The Journal of Indonesian Digital Islamic Studies (JIDIS) is an international, peer-reviewed, open-access academic journal published by Zamzami Scholar Publishing (Sidoarjo, East Java, Indonesia). The journal is dedicated to advancing theoretically informed and empirically grounded scholarship on the intersections of Islam, media, and digital culture. It responds to the rapid transformation of religious life in the digital age, where communication technologies not only mediate but actively reshape the production of knowledge, the formation of authority, and the lived experiences of Muslim communities.
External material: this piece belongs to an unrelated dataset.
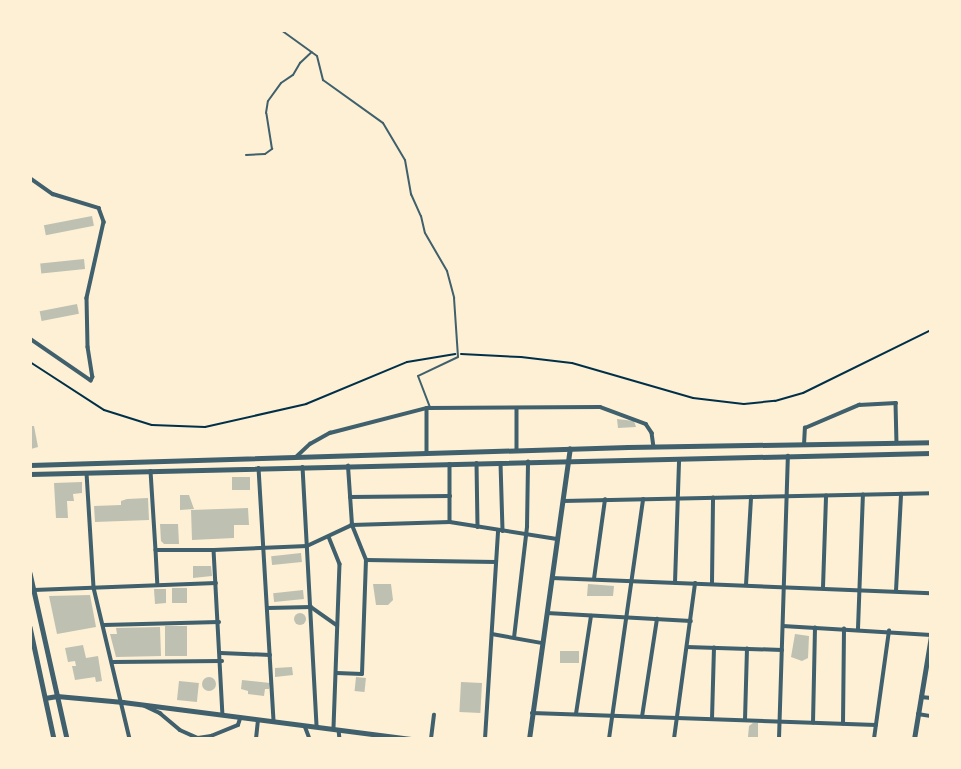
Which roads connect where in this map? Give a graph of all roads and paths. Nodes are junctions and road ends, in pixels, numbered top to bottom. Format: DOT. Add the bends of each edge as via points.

JIDIS approaches digital Islam as a dynamic socio-cultural and epistemic domain in which religious ideas, practices, and identities are continuously produced, circulated, and contested across digital infrastructures. The journal prioritizes analytically rigorous, theory-driven, and methodologically robust research grounded in the social sciences. It is particularly concerned with how digital environments influence the reconfiguration of Islamic knowledge, the emergence of new forms of religious authority, and the negotiation of piety, identity, and belonging in everyday life. By doing so, JIDIS aligns itself with contemporary developments in digital religion and media studies while maintaining a clear empirical and analytical focus.

With Indonesia as its primary locus of inquiry, JIDIS highlights the significance of the world’s largest Muslim-majority democracy as a critical site for understanding global transformations of religion in digitally mediated societies. The journal encourages comparative, regional, and transnational perspectives that connect Indonesian experiences with broader scholarly debates. It publishes original research on key themes such as the mediation of Islamic knowledge and authority, platformized da‘wah and religious pedagogy, digital identity and everyday religious practice, religion and politics in the digital public sphere, and the role of algorithms and platform governance in shaping contemporary Islamic culture.
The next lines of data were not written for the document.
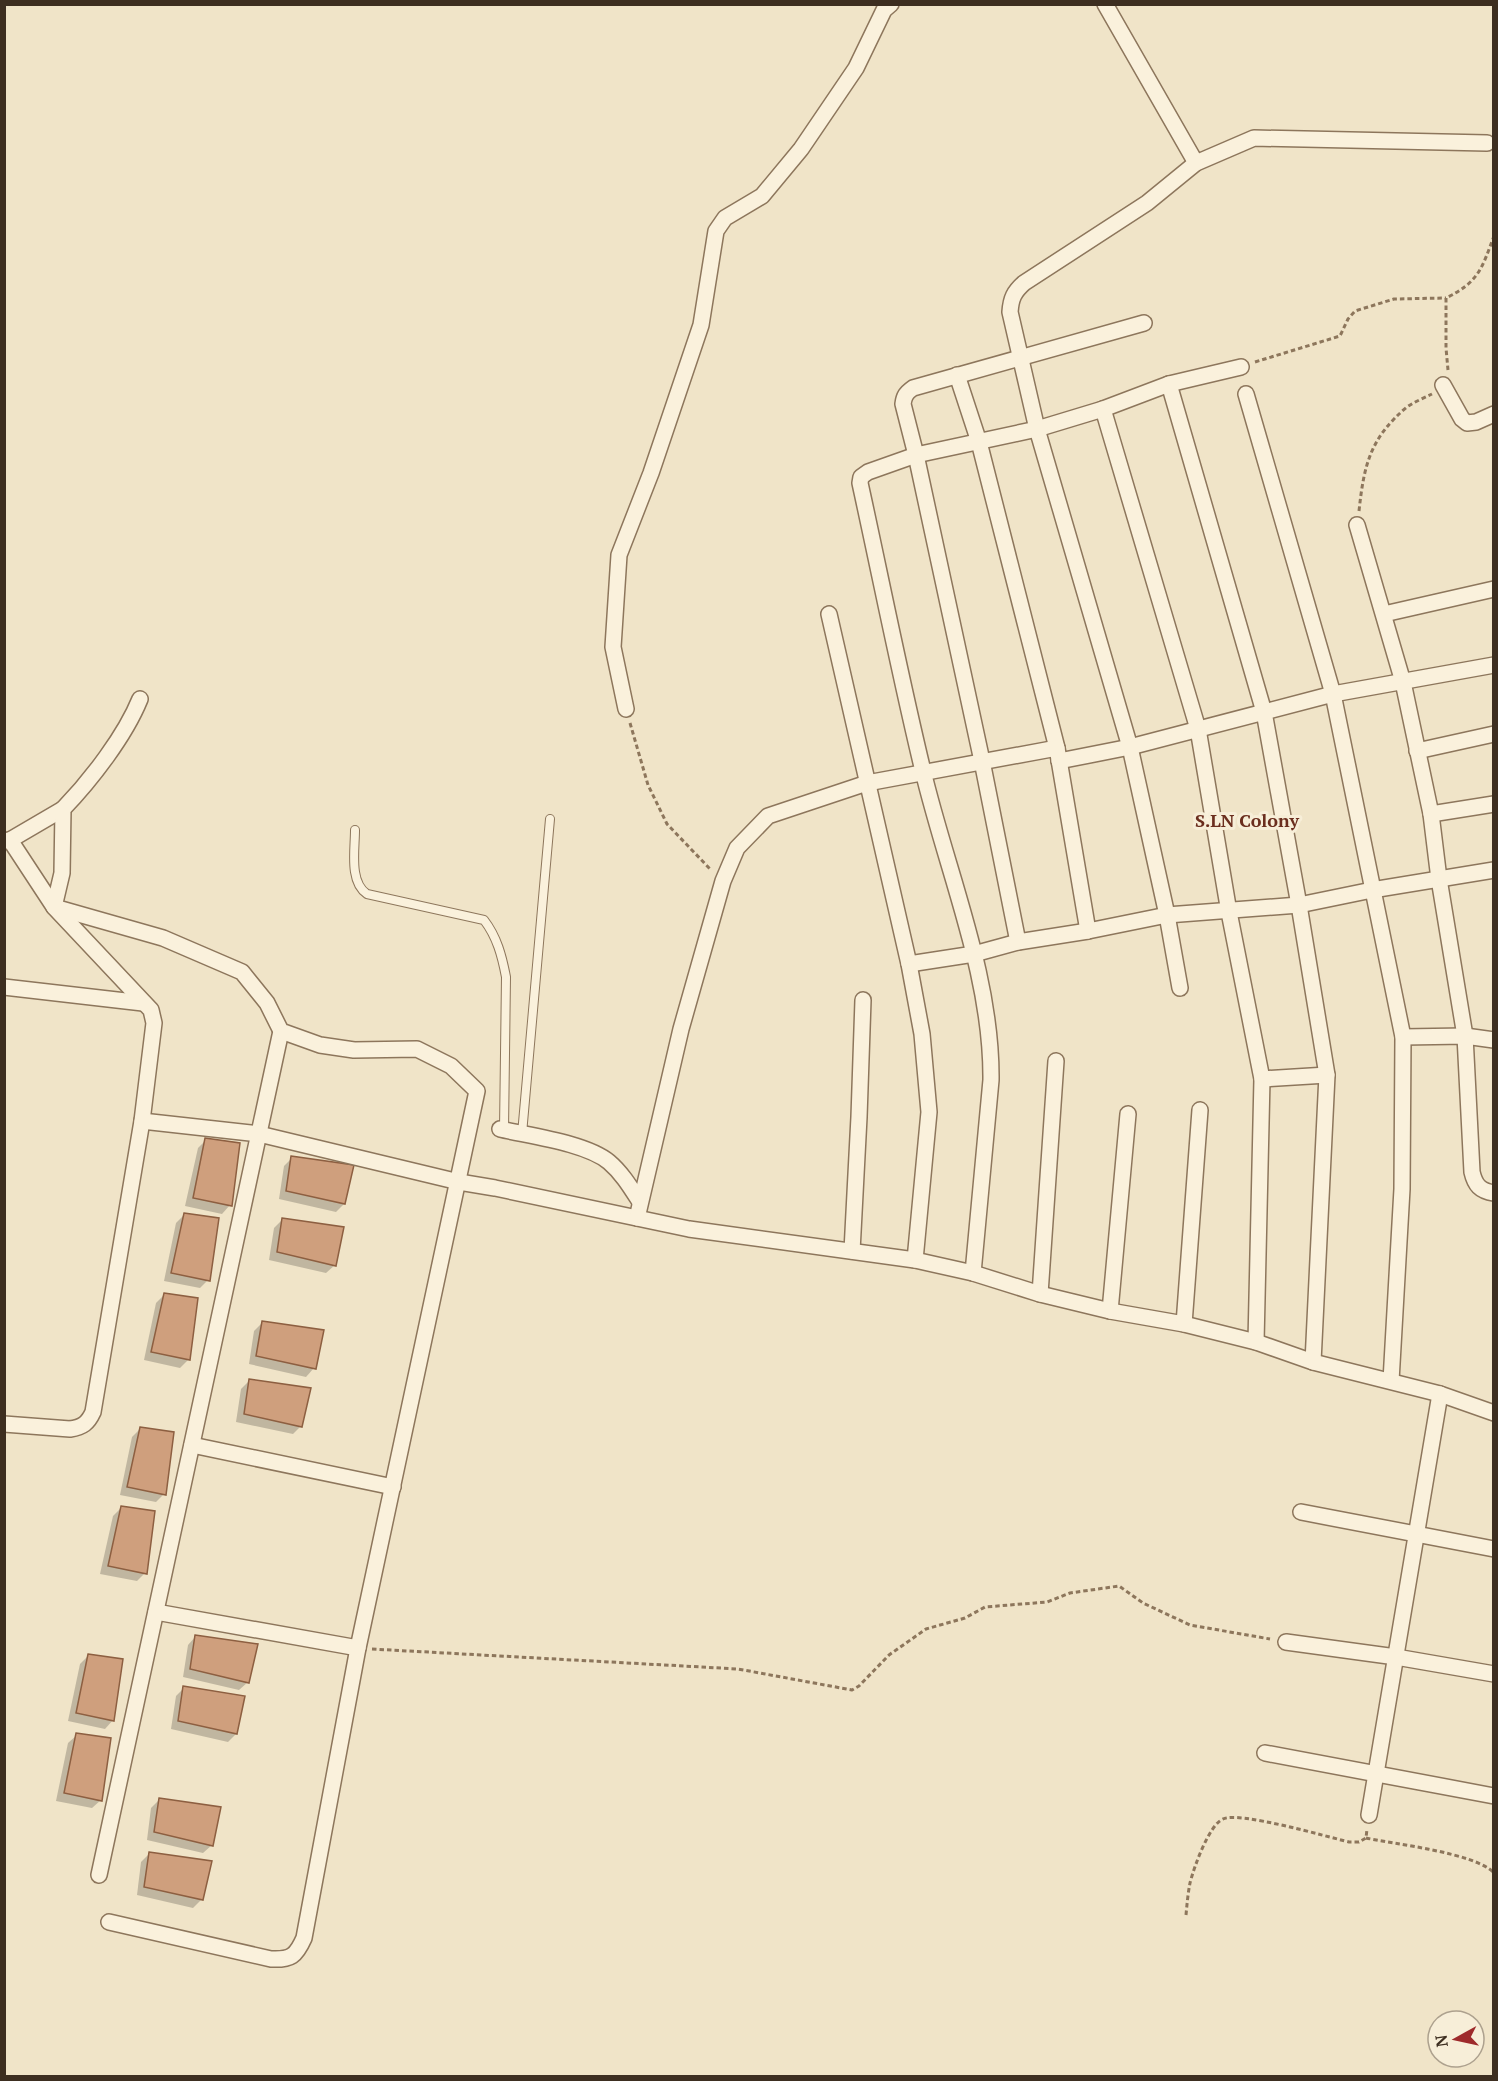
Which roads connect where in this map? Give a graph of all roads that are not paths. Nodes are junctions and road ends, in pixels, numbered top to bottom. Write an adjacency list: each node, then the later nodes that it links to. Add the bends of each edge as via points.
1 (891, 4): 25 (street, via 884,10 856,68 801,149 762,196 725,218 716,231 701,325 619,555 613,648)
2 (1105, 4): 4 (street)
3 (1487, 143): 4 (street, via 1254,138)
4 (1196, 163): 6 (street, via 1147,203 1015,291 1010,312)
5 (1144, 323): 6 (street)
6 (1019, 357): 8 (street); 14 (street)
7 (1241, 367): 9 (street)
8 (957, 375): 15 (street); 16 (street, via 913,388 905,396 903,404)
9 (1169, 384): 12 (street); 26 (street)
10 (1443, 385): 13 (street, via 1467,423)
11 (1246, 394): 23 (street)
12 (1104, 409): 14 (street); 27 (street)
13 (1494, 414)
14 (1037, 429): 15 (street); 29 (street)
15 (979, 442): 16 (street); 31 (street)
16 (916, 455): 32 (street); 33 (street, via 863,474 860,483)
17 (1358, 525): 20 (street)
18 (1494, 589): 20 (street)
19 (829, 614): 34 (street)
20 (1384, 614): 22 (street)
21 (1494, 665): 22 (street)
22 (1403, 682): 23 (street); 30 (street)
23 (1333, 694): 26 (street); 43 (street)
24 (140, 699): 36 (street, via 134,716)
25 (626, 709)
26 (1264, 712): 27 (street); 44 (street)
27 (1198, 729): 29 (street); 46 (street)
28 (1494, 734): 30 (street)
29 (1130, 747): 31 (street); 47 (street)
30 (1417, 751): 37 (street)
31 (1058, 754): 32 (street); 48 (street)
32 (982, 761): 33 (street); 49 (street)
33 (923, 772): 34 (street); 50 (street)
34 (867, 783): 51 (street); 71 (street, via 768,816 737,848 723,881 681,1029)
35 (1494, 804): 37 (street)
36 (63, 809): 40 (street); 45 (street, via 62,873)
37 (1431, 814): 42 (street)
38 (550, 819): 68 (lane)
39 (355, 830): 66 (lane, via 356,882 361,890 484,920 493,932 506,977)
40 (8, 841): 45 (street)
41 (1494, 870): 42 (street)
42 (1439, 879): 43 (street); 57 (street)
43 (1372, 890): 44 (street); 58 (street)
44 (1299, 905): 46 (street); 61 (street)
45 (54, 907): 55 (street); 56 (street, via 163,938 242,972 267,1003)
46 (1229, 912): 47 (street); 62 (street)
47 (1167, 915): 48 (street); 53 (street)
48 (1088, 931): 49 (street)
49 (1018, 942): 50 (street)
50 (974, 954): 51 (street); 74 (street, via 991,1054 991,1080)
51 (909, 964): 73 (street, via 922,1034 928,1112)
52 (4, 987): 55 (street)
53 (1180, 988)
54 (863, 1000): 72 (street)
55 (143, 1003): 65 (street, via 151,1010 154,1023)
56 (281, 1031): 67 (street); 69 (street, via 320,1045 417,1049 451,1066 477,1091)
57 (1465, 1036): 58 (street); 59 (street); 70 (street, via 1472,1172 1475,1185)
58 (1403, 1037): 80 (street, via 1402,1189)
59 (1494, 1040)
60 (1056, 1061): 75 (street)
61 (1327, 1075): 62 (street); 79 (street)
62 (1262, 1080): 78 (street)
63 (1200, 1110): 77 (street)
64 (1128, 1114): 76 (street)
65 (142, 1121): 67 (street); 83 (street, via 93,1412 81,1427 70,1429)
66 (502, 1129): 68 (street)
67 (259, 1134): 69 (street); 84 (street)
68 (522, 1134): 71 (street, via 594,1152 623,1176)
69 (459, 1182): 71 (street); 85 (street)
70 (1494, 1193)
71 (638, 1210): 72 (street, via 690,1229)
72 (852, 1251): 73 (street)
73 (915, 1260): 74 (street)
74 (973, 1273): 75 (street)
75 (1040, 1294): 76 (street)
76 (1110, 1311): 77 (street)
77 (1184, 1324): 78 (street)
78 (1256, 1342): 79 (street)
79 (1313, 1362): 80 (street)
80 (1391, 1382): 81 (street)
81 (1440, 1394): 82 (street); 87 (street)
82 (1494, 1413)
83 (4, 1424)
84 (192, 1445): 85 (street); 89 (street)
85 (393, 1486): 91 (street)
86 (1301, 1512): 87 (street)
87 (1416, 1534): 88 (street); 92 (street)
88 (1494, 1549)
89 (156, 1612): 91 (street); 98 (street)
90 (1286, 1642): 92 (street)
91 (358, 1648): 99 (street, via 299,1949 286,1959 271,1959)
92 (1396, 1657): 93 (street); 95 (street)
93 (1494, 1674)
94 (1265, 1753): 95 (street)
95 (1376, 1774): 96 (street); 97 (street)
96 (1494, 1796)
97 (1369, 1815)
98 (99, 1875)
99 (109, 1922)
By integrating rich empirical studies with strong theoretical engagement, JIDIS seeks to establish a distinctive scholarly niche and contribute meaningfully to international academic discourse. The journal welcomes interdisciplinary contributions from Islamic studies, media and communication, anthropology, sociology, political science, and digital humanities, providing a platform for critical inquiry into the evolving relationship between Islam and digital culture in Indonesia and beyond.